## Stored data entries
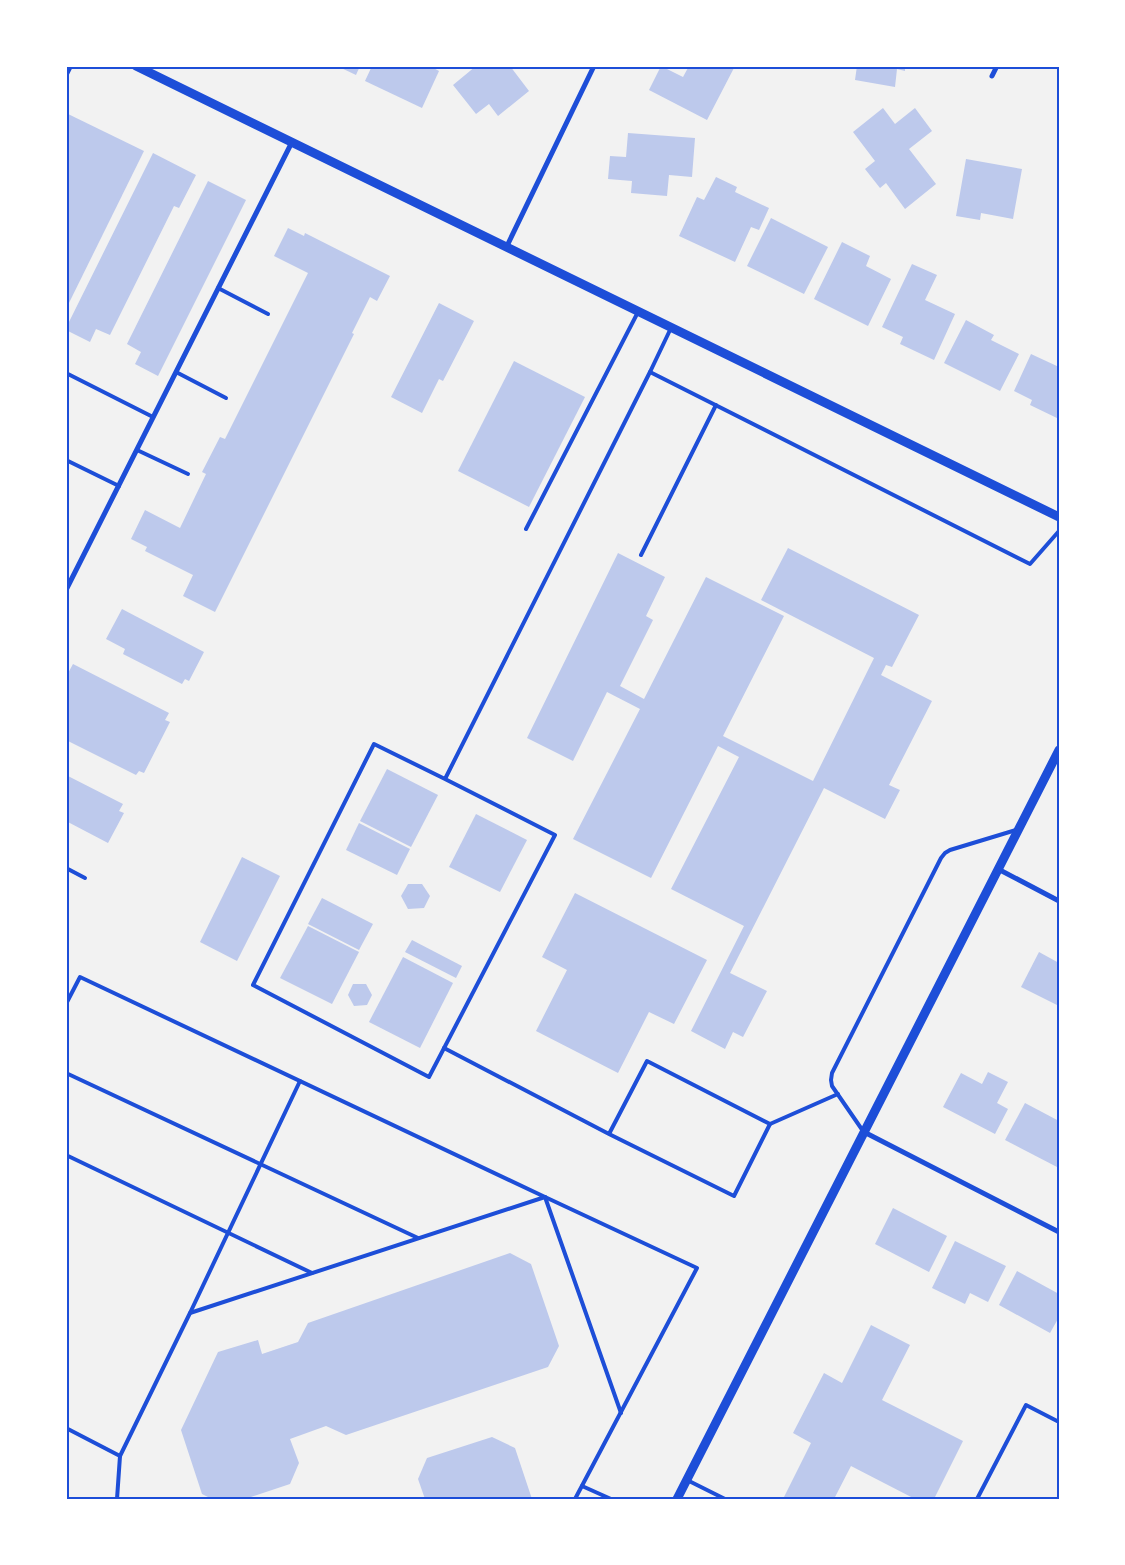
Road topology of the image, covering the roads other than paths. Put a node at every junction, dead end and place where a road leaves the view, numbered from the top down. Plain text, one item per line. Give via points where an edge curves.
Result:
1 (71, 66) edge
2 (136, 66) edge
3 (594, 66) edge
4 (998, 66) edge
5 (66, 76) edge
6 (992, 76) dead end
7 (292, 142) junction
8 (506, 248) junction
9 (218, 288) junction
10 (638, 312) junction
11 (268, 314) dead end
12 (671, 328) junction
13 (176, 372) junction
14 (650, 372) junction
15 (66, 373) edge
16 (226, 398) dead end
17 (716, 404) junction
18 (154, 417) junction
19 (137, 450) junction
20 (66, 460) edge
21 (188, 474) dead end
22 (119, 486) junction
23 (1059, 517) edge
24 (526, 529) dead end
25 (1059, 531) edge
26 (641, 555) dead end
27 (66, 590) edge
28 (1059, 750) edge
29 (445, 779) junction
30 (1018, 829) junction
31 (66, 868) edge
32 (998, 869) junction
33 (85, 878) dead end
34 (1059, 900) edge
35 (66, 1004) edge
36 (444, 1048) junction
37 (66, 1073) edge
38 (300, 1081) junction
39 (838, 1094) junction
40 (770, 1124) junction
41 (864, 1132) junction
42 (609, 1134) junction
43 (66, 1155) edge
44 (260, 1164) junction
45 (545, 1197) junction
46 (227, 1232) junction
47 (1059, 1232) edge
48 (418, 1238) junction
49 (312, 1273) junction
50 (190, 1313) junction
51 (621, 1413) junction
52 (1059, 1422) edge
53 (66, 1428) edge
54 (120, 1456) junction
55 (686, 1480) junction
56 (582, 1486) junction
57 (117, 1499) edge
58 (575, 1499) edge
59 (611, 1499) edge
60 (677, 1499) edge
61 (726, 1499) edge
62 (978, 1499) edge

1 - 5 lane
2 - 7 street
3 - 8 street
4 - 6 street
7 - 8 street
7 - 9 street
8 - 10 street
9 - 11 lane
9 - 13 street
10 - 12 street
10 - 24 lane
12 - 14 lane
12 - 23 street
13 - 16 lane
13 - 18 street
14 - 17 lane
14 - 29 lane
15 - 18 lane
17 - 25 lane via 1030,564
17 - 26 lane
18 - 19 street
19 - 21 lane
19 - 22 street
20 - 22 lane
22 - 27 street
28 - 30 street
29 - 36 lane via 555,835
29 - 36 lane via 374,744 253,984 429,1077
30 - 32 street
30 - 39 lane via 950,850 941,858 832,1073 832,1086
31 - 33 lane
32 - 34 street
32 - 41 street
35 - 38 lane via 80,978
36 - 42 lane
37 - 44 lane
38 - 44 lane
38 - 45 lane
39 - 40 lane
39 - 41 lane
40 - 42 lane via 734,1196
40 - 42 lane via 647,1061
41 - 47 street
41 - 55 street
43 - 46 lane
44 - 46 lane
44 - 48 lane
45 - 48 lane
45 - 51 lane
45 - 51 lane via 698,1268
46 - 49 lane
46 - 50 lane
48 - 49 lane
49 - 50 lane
50 - 54 lane
51 - 56 lane
52 - 62 lane via 1026,1405
53 - 54 lane
54 - 57 lane
55 - 60 street
55 - 61 lane
56 - 58 lane
56 - 59 lane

## WORK ORDER
Exactly as written, restate all of the data, leaving out the images.

## EXERCISE RESULT
Road topology of the image, covering the roads other than paths. Put a node at every junction, dead end and place where a road leaves the view, numbered from the top down. Plain text, one item per line. Give via points where an edge curves.
Result:
1 (71, 66) edge
2 (136, 66) edge
3 (594, 66) edge
4 (998, 66) edge
5 (66, 76) edge
6 (992, 76) dead end
7 (292, 142) junction
8 (506, 248) junction
9 (218, 288) junction
10 (638, 312) junction
11 (268, 314) dead end
12 (671, 328) junction
13 (176, 372) junction
14 (650, 372) junction
15 (66, 373) edge
16 (226, 398) dead end
17 (716, 404) junction
18 (154, 417) junction
19 (137, 450) junction
20 (66, 460) edge
21 (188, 474) dead end
22 (119, 486) junction
23 (1059, 517) edge
24 (526, 529) dead end
25 (1059, 531) edge
26 (641, 555) dead end
27 (66, 590) edge
28 (1059, 750) edge
29 (445, 779) junction
30 (1018, 829) junction
31 (66, 868) edge
32 (998, 869) junction
33 (85, 878) dead end
34 (1059, 900) edge
35 (66, 1004) edge
36 (444, 1048) junction
37 (66, 1073) edge
38 (300, 1081) junction
39 (838, 1094) junction
40 (770, 1124) junction
41 (864, 1132) junction
42 (609, 1134) junction
43 (66, 1155) edge
44 (260, 1164) junction
45 (545, 1197) junction
46 (227, 1232) junction
47 (1059, 1232) edge
48 (418, 1238) junction
49 (312, 1273) junction
50 (190, 1313) junction
51 (621, 1413) junction
52 (1059, 1422) edge
53 (66, 1428) edge
54 (120, 1456) junction
55 (686, 1480) junction
56 (582, 1486) junction
57 (117, 1499) edge
58 (575, 1499) edge
59 (611, 1499) edge
60 (677, 1499) edge
61 (726, 1499) edge
62 (978, 1499) edge

1 - 5 lane
2 - 7 street
3 - 8 street
4 - 6 street
7 - 8 street
7 - 9 street
8 - 10 street
9 - 11 lane
9 - 13 street
10 - 12 street
10 - 24 lane
12 - 14 lane
12 - 23 street
13 - 16 lane
13 - 18 street
14 - 17 lane
14 - 29 lane
15 - 18 lane
17 - 25 lane via 1030,564
17 - 26 lane
18 - 19 street
19 - 21 lane
19 - 22 street
20 - 22 lane
22 - 27 street
28 - 30 street
29 - 36 lane via 555,835
29 - 36 lane via 374,744 253,984 429,1077
30 - 32 street
30 - 39 lane via 950,850 941,858 832,1073 832,1086
31 - 33 lane
32 - 34 street
32 - 41 street
35 - 38 lane via 80,978
36 - 42 lane
37 - 44 lane
38 - 44 lane
38 - 45 lane
39 - 40 lane
39 - 41 lane
40 - 42 lane via 734,1196
40 - 42 lane via 647,1061
41 - 47 street
41 - 55 street
43 - 46 lane
44 - 46 lane
44 - 48 lane
45 - 48 lane
45 - 51 lane
45 - 51 lane via 698,1268
46 - 49 lane
46 - 50 lane
48 - 49 lane
49 - 50 lane
50 - 54 lane
51 - 56 lane
52 - 62 lane via 1026,1405
53 - 54 lane
54 - 57 lane
55 - 60 street
55 - 61 lane
56 - 58 lane
56 - 59 lane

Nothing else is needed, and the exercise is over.